Your task>
Below are the records; output them exactly from the first line through the line with "static void round_path(cairo_t", stopping there.

Given entries>
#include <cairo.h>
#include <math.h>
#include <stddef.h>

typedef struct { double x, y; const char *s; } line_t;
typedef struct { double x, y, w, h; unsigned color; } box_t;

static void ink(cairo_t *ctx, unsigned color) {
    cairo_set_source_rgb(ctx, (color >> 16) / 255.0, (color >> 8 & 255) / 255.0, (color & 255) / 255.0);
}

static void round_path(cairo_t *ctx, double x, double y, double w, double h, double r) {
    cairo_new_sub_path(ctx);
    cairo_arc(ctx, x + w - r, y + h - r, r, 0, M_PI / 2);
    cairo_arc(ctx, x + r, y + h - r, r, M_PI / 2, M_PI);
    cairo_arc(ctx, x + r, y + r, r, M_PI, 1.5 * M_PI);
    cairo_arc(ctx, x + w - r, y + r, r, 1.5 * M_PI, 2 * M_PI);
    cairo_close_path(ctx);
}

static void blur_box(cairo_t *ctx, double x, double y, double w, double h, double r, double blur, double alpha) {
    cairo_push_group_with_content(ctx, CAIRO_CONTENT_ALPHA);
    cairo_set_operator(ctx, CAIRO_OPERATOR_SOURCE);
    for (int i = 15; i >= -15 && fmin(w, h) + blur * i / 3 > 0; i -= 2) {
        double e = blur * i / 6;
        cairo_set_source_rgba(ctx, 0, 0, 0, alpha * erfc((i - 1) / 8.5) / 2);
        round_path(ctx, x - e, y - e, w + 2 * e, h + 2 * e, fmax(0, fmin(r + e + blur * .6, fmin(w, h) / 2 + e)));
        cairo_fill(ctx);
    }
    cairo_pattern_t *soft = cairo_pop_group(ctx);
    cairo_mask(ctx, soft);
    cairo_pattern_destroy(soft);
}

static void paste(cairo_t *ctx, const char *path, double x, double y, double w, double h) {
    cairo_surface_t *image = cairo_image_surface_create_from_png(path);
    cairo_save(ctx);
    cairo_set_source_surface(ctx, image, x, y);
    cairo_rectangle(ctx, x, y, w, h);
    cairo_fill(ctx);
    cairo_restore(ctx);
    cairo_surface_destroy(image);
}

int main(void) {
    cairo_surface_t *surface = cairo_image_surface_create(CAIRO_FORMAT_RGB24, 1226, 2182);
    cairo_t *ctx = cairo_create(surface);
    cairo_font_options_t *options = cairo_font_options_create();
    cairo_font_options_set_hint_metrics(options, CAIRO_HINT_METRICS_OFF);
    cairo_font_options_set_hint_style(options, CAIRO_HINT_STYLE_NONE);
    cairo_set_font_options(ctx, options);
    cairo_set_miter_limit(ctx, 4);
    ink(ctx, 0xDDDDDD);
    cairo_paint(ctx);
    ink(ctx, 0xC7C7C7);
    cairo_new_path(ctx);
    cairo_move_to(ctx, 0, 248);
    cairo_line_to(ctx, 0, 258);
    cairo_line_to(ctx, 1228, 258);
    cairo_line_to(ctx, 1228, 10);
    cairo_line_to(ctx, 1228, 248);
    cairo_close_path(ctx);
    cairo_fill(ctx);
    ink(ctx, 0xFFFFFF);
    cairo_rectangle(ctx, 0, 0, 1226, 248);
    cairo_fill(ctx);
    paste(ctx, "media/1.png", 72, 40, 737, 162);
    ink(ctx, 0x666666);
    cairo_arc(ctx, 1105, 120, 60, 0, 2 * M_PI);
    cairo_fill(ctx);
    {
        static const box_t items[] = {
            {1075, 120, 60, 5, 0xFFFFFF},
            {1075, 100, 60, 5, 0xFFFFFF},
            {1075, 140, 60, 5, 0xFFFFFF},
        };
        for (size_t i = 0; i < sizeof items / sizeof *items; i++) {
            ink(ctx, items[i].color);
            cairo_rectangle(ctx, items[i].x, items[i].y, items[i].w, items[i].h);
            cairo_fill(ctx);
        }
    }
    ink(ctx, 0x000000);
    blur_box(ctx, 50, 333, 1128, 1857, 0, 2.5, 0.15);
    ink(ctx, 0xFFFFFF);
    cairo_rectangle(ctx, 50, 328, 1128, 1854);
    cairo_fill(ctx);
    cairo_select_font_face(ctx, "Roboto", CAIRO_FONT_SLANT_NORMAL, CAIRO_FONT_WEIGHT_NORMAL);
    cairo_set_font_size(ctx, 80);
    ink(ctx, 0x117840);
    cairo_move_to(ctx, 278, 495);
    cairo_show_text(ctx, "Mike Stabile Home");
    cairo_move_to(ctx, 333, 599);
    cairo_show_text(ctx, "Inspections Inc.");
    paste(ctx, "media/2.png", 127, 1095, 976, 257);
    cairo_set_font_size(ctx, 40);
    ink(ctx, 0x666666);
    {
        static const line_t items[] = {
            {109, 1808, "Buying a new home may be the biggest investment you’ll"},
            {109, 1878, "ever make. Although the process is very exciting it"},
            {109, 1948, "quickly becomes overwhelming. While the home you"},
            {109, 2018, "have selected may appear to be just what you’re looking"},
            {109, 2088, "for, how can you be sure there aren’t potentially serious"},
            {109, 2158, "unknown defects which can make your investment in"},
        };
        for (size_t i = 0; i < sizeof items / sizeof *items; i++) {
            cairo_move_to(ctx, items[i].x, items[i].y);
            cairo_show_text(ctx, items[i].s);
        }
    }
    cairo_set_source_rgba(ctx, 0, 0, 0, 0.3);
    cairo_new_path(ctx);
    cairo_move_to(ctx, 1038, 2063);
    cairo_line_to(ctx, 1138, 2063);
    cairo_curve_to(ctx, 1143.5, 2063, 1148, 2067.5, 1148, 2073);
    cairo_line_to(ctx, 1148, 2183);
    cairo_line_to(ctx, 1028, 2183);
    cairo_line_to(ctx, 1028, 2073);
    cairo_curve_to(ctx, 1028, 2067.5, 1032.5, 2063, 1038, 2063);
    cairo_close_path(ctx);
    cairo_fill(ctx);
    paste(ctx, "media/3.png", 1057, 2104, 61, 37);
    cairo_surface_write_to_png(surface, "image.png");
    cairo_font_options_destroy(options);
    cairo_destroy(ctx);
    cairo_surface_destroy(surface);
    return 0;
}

Solution to the exercise>
#include <cairo.h>
#include <math.h>
#include <stddef.h>

typedef struct { double x, y; const char *s; } line_t;
typedef struct { double x, y, w, h; unsigned color; } box_t;

static void ink(cairo_t *ctx, unsigned color) {
    cairo_set_source_rgb(ctx, (color >> 16) / 255.0, (color >> 8 & 255) / 255.0, (color & 255) / 255.0);
}

static void round_path(cairo_t *ctx, double x, double y, double w, double h, double r) {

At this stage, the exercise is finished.